TCF4蛋白被TNIK(WT，野生型)磷酸化，但不被TNIK的无催化活性的突变体磷酸化，所述突变体具有在激酶结构域的ATP结合袋中的保守赖氨酸54位残基的置换(K54R)。串联质谱法(MS/MS)揭示TCF4的丝氨酸154位残基被TNIK(WT)磷酸化。一贯地，丝氨酸154位残基被丙氨酸置换(S154A)消除了TNIK对TCF4的磷酸化。在用TNIK(WT)转染DLD1细胞后TCF4被磷酸化，但用TNIK(K54R)转染后不发生磷酸化。

TNIK的自磷酸化似乎对于其核易位和与TCF4的相互作用是必不可少的。用TNIK(WT)或无催化活性的TNIK(K54R)转染DLD1和HCT-116细胞，并通过免疫印迹和免疫荧光显微镜检查法来分析。我们发现TNIK(WT)诱导其自身的丝氨酸764位残基(TNIKpS764)的磷酸化(通过抗TNIKpS764)。

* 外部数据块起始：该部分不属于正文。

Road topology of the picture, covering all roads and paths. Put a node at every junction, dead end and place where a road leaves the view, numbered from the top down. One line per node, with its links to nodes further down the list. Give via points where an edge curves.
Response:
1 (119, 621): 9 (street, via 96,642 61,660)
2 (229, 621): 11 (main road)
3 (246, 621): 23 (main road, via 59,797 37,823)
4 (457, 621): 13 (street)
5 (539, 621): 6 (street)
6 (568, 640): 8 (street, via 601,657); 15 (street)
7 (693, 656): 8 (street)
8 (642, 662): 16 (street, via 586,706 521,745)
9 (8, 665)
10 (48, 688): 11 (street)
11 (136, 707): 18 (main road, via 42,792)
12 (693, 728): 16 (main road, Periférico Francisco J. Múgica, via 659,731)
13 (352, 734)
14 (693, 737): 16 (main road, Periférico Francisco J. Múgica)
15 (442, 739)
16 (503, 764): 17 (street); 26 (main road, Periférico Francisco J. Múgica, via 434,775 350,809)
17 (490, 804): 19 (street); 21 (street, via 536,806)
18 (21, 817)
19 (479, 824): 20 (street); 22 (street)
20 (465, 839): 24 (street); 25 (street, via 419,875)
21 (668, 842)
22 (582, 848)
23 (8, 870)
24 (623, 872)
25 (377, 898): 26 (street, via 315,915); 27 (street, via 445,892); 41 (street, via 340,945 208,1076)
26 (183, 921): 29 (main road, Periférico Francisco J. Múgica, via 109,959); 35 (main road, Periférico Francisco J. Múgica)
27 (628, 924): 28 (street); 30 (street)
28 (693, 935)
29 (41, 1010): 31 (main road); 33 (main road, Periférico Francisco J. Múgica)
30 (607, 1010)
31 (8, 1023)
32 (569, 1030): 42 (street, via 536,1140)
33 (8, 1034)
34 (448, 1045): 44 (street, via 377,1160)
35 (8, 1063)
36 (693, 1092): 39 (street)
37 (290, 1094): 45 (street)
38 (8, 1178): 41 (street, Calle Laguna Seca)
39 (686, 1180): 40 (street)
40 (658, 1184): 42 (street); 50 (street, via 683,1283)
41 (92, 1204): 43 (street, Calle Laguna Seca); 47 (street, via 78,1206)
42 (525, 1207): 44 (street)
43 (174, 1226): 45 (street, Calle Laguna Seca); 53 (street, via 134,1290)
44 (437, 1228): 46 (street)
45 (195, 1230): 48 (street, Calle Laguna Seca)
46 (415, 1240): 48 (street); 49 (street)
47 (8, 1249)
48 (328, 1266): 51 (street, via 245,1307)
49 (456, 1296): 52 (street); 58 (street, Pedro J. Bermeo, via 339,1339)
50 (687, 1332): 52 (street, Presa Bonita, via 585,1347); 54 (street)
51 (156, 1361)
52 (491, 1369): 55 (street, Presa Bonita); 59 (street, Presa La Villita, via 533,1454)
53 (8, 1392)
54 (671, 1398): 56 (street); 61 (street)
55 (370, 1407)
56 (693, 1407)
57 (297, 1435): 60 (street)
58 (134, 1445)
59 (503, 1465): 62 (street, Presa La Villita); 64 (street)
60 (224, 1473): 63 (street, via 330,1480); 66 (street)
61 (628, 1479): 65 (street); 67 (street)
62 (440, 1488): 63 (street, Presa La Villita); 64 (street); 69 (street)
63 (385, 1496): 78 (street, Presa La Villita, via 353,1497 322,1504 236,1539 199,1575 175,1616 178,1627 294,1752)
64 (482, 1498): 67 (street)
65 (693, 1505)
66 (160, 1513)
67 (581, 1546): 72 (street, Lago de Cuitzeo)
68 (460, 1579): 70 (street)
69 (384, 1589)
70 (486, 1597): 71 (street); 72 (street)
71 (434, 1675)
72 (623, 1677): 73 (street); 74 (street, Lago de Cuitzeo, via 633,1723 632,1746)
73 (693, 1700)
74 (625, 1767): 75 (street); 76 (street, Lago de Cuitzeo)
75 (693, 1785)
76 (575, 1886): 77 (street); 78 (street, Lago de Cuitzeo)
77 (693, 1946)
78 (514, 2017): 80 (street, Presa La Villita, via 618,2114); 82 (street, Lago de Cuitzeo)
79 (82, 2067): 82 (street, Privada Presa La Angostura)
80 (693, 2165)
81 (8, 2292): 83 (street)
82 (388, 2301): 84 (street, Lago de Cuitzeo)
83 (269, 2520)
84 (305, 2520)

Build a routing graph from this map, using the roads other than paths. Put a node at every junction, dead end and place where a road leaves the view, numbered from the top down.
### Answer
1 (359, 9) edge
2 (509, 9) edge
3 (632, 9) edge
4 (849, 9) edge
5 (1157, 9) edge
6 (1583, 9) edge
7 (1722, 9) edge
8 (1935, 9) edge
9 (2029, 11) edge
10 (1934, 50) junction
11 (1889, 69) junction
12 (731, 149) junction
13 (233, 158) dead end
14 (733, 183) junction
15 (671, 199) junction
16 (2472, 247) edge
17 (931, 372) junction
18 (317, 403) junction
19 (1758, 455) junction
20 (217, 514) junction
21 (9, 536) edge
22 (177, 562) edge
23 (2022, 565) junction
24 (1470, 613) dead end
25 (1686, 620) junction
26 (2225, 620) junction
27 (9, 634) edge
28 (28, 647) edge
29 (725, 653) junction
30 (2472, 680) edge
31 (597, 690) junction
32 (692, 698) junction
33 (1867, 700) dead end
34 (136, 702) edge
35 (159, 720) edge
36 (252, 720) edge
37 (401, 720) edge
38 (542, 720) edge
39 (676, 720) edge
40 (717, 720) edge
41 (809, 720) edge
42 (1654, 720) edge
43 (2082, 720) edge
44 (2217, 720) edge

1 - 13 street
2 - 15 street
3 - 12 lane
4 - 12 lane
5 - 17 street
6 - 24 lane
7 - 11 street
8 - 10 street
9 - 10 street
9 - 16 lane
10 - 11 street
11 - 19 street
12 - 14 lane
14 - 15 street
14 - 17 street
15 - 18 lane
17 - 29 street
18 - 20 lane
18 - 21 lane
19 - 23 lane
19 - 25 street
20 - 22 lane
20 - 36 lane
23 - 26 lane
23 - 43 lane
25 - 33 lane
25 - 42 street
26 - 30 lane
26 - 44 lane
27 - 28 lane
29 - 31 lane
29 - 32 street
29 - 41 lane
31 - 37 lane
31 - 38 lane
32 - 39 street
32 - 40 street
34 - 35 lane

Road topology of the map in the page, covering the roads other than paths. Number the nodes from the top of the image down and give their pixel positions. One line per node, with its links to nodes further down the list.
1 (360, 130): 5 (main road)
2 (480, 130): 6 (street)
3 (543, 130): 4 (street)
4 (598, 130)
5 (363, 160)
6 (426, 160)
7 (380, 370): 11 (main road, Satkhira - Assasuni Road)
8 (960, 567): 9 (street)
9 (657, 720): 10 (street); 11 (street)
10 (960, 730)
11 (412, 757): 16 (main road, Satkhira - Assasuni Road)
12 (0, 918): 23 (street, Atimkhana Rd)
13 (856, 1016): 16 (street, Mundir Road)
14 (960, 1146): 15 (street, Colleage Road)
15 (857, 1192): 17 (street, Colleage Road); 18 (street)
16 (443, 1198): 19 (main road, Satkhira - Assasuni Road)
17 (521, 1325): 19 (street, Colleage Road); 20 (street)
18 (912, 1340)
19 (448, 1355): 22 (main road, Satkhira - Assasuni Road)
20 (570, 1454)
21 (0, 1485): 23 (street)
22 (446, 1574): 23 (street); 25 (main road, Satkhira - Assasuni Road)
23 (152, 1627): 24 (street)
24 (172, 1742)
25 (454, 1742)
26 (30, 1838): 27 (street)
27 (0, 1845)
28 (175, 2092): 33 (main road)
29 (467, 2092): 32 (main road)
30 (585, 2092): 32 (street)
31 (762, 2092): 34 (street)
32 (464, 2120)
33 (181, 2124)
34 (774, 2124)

磷酸化TNIK结合至核中，而K54R置换显著地抑制了TNIK的磷酸化和核易位，并且减少与TCF4相互作用的TNIK的量。内源性TNIK蛋白沿丝状细胞骨架分布，而磷酸化TNIK(TNIKpS764)主要在核中被检测到，并且与TCF4共定位。TNIKpS764在结直肠癌细胞中检测到，但在未转化的HEK293细胞中检测不到。